John 18:38

After he had said this, he went back outside to the Jews and told them, “I find no guilt in him.”

How many times at the end of a long day do we find ourselves in a foul temper?  How often do life’s turbulent rhythms unsettle us, disquiet us, and cause us to lash out at those around us? How many times have our family or coworkers or friends seen us in bad moments?  We think of this now because Jesus has been having a most horrific night – one we can thankfully not imagine.  He’s been arrested, verbally abused, falsely accused, abandoned by His closest friends, mocked and struck.  

And, yet, Pilate finds him guiltless.  

Jesus hasn’t engaged in political maneuvering and convoluted arguments so that He might avoid death.  Because He knows God’s will He has been supernaturally calm throughout the ordeal.  He hasn’t lashed out at the hypocrisy.  He hasn’t tried to cut deals or negotiate. This calmness has no doubt impressed Pilate for he knows the stakes in this drama.  He most certainly sees the peaceful manner of our Lord as something remarkable or else he wouldn’t bother with the crowd again.  The religious leaders have turned over the Son of God to a pagan ruler and yet it’s the world’s servant that sees the Messiah as faultless.  All Pilate must do is compare the two: Jesus is meek and truthful, not trying to plead His case on every technicality or even by lambasting His accusers; His accusers, however, are full of venom, they are bloodthirsty and inventors of evil.  

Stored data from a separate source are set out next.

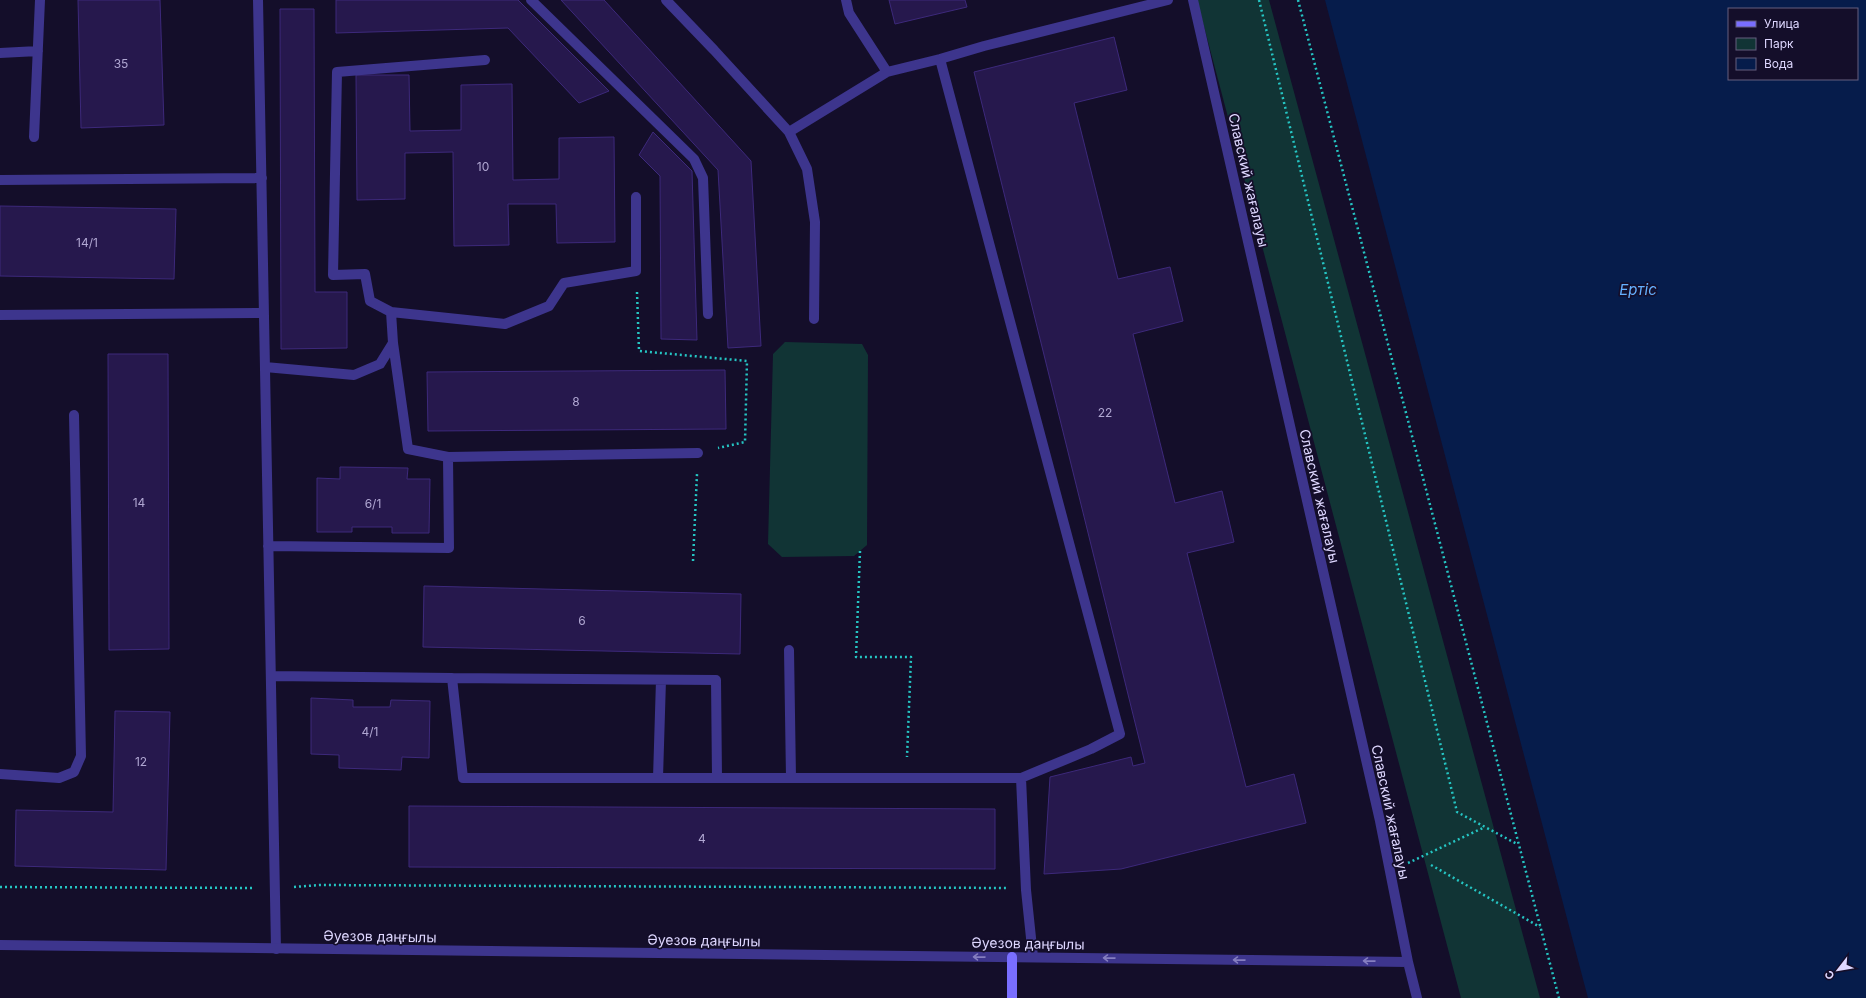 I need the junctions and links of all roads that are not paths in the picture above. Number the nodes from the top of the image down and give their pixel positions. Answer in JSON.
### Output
{"nodes":[{"id":1,"x":40,"y":0,"type":"edge"},
{"id":2,"x":258,"y":0,"type":"edge"},
{"id":3,"x":531,"y":0,"type":"edge"},
{"id":4,"x":666,"y":0,"type":"edge"},
{"id":5,"x":846,"y":0,"type":"edge"},
{"id":6,"x":1168,"y":0,"type":"edge"},
{"id":7,"x":1193,"y":0,"type":"edge"},
{"id":8,"x":38,"y":52,"type":"junction"},
{"id":9,"x":0,"y":53,"type":"edge"},
{"id":10,"x":940,"y":59,"type":"junction"},
{"id":11,"x":485,"y":60,"type":"dead end"},
{"id":12,"x":887,"y":72,"type":"junction"},
{"id":13,"x":789,"y":132,"type":"junction"},
{"id":14,"x":34,"y":137,"type":"dead end"},
{"id":15,"x":262,"y":178,"type":"junction"},
{"id":16,"x":0,"y":180,"type":"edge"},
{"id":17,"x":636,"y":197,"type":"dead end"},
{"id":18,"x":391,"y":312,"type":"junction"},
{"id":19,"x":263,"y":313,"type":"junction"},
{"id":20,"x":708,"y":314,"type":"dead end"},
{"id":21,"x":0,"y":315,"type":"edge"},
{"id":22,"x":814,"y":319,"type":"dead end"},
{"id":23,"x":393,"y":343,"type":"junction"},
{"id":24,"x":265,"y":367,"type":"junction"},
{"id":25,"x":74,"y":415,"type":"dead end"},
{"id":26,"x":698,"y":453,"type":"road end"},
{"id":27,"x":448,"y":457,"type":"junction"},
{"id":28,"x":268,"y":546,"type":"junction"},
{"id":29,"x":789,"y":650,"type":"dead end"},
{"id":30,"x":270,"y":676,"type":"junction"},
{"id":31,"x":452,"y":678,"type":"junction"},
{"id":32,"x":661,"y":680,"type":"junction"},
{"id":33,"x":0,"y":774,"type":"edge"},
{"id":34,"x":658,"y":778,"type":"junction"},
{"id":35,"x":717,"y":778,"type":"junction"},
{"id":36,"x":791,"y":778,"type":"junction"},
{"id":37,"x":1021,"y":778,"type":"junction"},
{"id":38,"x":0,"y":945,"type":"edge"},
{"id":39,"x":276,"y":949,"type":"junction"},
{"id":40,"x":1012,"y":957,"type":"junction"},
{"id":41,"x":1033,"y":958,"type":"junction"},
{"id":42,"x":1408,"y":962,"type":"junction"},
{"id":43,"x":1012,"y":998,"type":"edge"},
{"id":44,"x":1417,"y":998,"type":"edge"}],
"edges":[{"from":1,"to":8,"type":"street"},
{"from":2,"to":15,"type":"street"},
{"from":3,"to":20,"type":"street"},
{"from":4,"to":13,"type":"street"},
{"from":5,"to":12,"type":"street"},
{"from":6,"to":10,"type":"street"},
{"from":7,"to":42,"type":"street","name":"Славский жағалауы"},
{"from":8,"to":9,"type":"street"},
{"from":8,"to":14,"type":"street"},
{"from":10,"to":12,"type":"street"},
{"from":10,"to":37,"type":"street"},
{"from":11,"to":18,"type":"street"},
{"from":12,"to":13,"type":"street"},
{"from":13,"to":22,"type":"street"},
{"from":15,"to":16,"type":"street"},
{"from":15,"to":19,"type":"street"},
{"from":17,"to":18,"type":"street"},
{"from":18,"to":23,"type":"street"},
{"from":19,"to":21,"type":"street"},
{"from":19,"to":24,"type":"street"},
{"from":23,"to":24,"type":"street"},
{"from":23,"to":27,"type":"street"},
{"from":24,"to":28,"type":"street"},
{"from":25,"to":33,"type":"street"},
{"from":26,"to":27,"type":"street"},
{"from":27,"to":28,"type":"street"},
{"from":28,"to":30,"type":"street"},
{"from":29,"to":36,"type":"street"},
{"from":30,"to":31,"type":"street"},
{"from":30,"to":39,"type":"street"},
{"from":31,"to":32,"type":"street"},
{"from":31,"to":34,"type":"street"},
{"from":32,"to":34,"type":"street"},
{"from":32,"to":35,"type":"street"},
{"from":34,"to":35,"type":"street"},
{"from":35,"to":36,"type":"street"},
{"from":36,"to":37,"type":"street"},
{"from":37,"to":41,"type":"street"},
{"from":38,"to":39,"type":"street","name":"Әуезов даңғылы"},
{"from":40,"to":39,"type":"street","name":"Әуезов даңғылы","one_way":true},
{"from":40,"to":41,"type":"street","name":"Әуезов даңғылы"},
{"from":40,"to":43,"type":"main road"},
{"from":42,"to":41,"type":"street","name":"Әуезов даңғылы","one_way":true},
{"from":42,"to":44,"type":"street","name":"Славский жағалауы"}]}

We should pray that we have such a demeanor when trials come.  Interestingly, so much Christian witness fails when Christians fall apart under pressure.  When we’re reviled, if we return insult for insult, the world is watching.  When calamity strikes, or controversy, or despair, or great stress, does the world see Jesus’ humility and grace in us?  

It’s a strange thing about Christian life.  We want peace, peace, peace…and comfort and leisure. These are the goals of the world and, of course, these aren’t bad things in their own right.  But when we want these things without righteousness – and we want righteousness without Christ – we’ve lost the essence and truth of Christian life.  How do we know when this has happened to us?  Easy: how do we respond in trial?  Worse still – if mere inconvenience sends us into fits, we need to press on and lay hold of what we have in Christ.  We’re living in a state of spiritual poverty when, in fact, we have uncountable treasures in that bank of grace.  

So, what to do?  Should we go off after this self-help program or that one?  Certainly there’s no need for such things because we already know the source of Jesus’ tranquility in the face of calamity. He knew his Father’s will.  Ah, but you might say, “That’s not fair!  I don’t know what God’s will is for my life as Jesus did.  He knew of the cross.  I don’t know such things.”

Oh, but, yes we do!  It’s just the simplicity of it all that confuses us.  God wouldn’t demand what he hasn’t communicated.  We are to have faith and glorify Him.  And in that simplicity we rest.  In that love and union, because he first loved us – while we were yet sinners, lost and rebellious – we have peace with God.  And because of that we can say that these present troubles aren’t worth comparing to that joy we already have in knowing and loving the God who has loved us so much as to die for us.  We conform to the law of God in love, therefore, and it is this love, running through our hearts like gushing streams of pure, clean water, that transforms our conduct and temper.  The Christian life isn’t a journey of self-help, but of true love grounded in the truth of Jesus Christ and what he’s done for us (erasing the penalty of sin), is doing for us (obliterating the pressure of sin), and will do for us (separate us from the very possibility of sin).  

So much temper and fear and anxiety in the Christian life because we forget what is ours in Christ and that we walk not according to the old written code but in the newness of life.  We walk and live from the heart – the heart that’s transformed by the love of God.  This is how we face life’s challenges – with love and faith, not stoicism or self-reliance.  And when we fail, when our fears overtake us in moments of weakness, or our temper flares, we must remember that we’re His and He died for all of our sins.  Remember that there’s no condemnation now for us in Christ and let that grace change you once again, let it pour over your wounds, let it quiet your fears.  You aren’t loved because you obey, dear friend.  You obey God’s will because you’re loved!  That’s the heart of the gospel.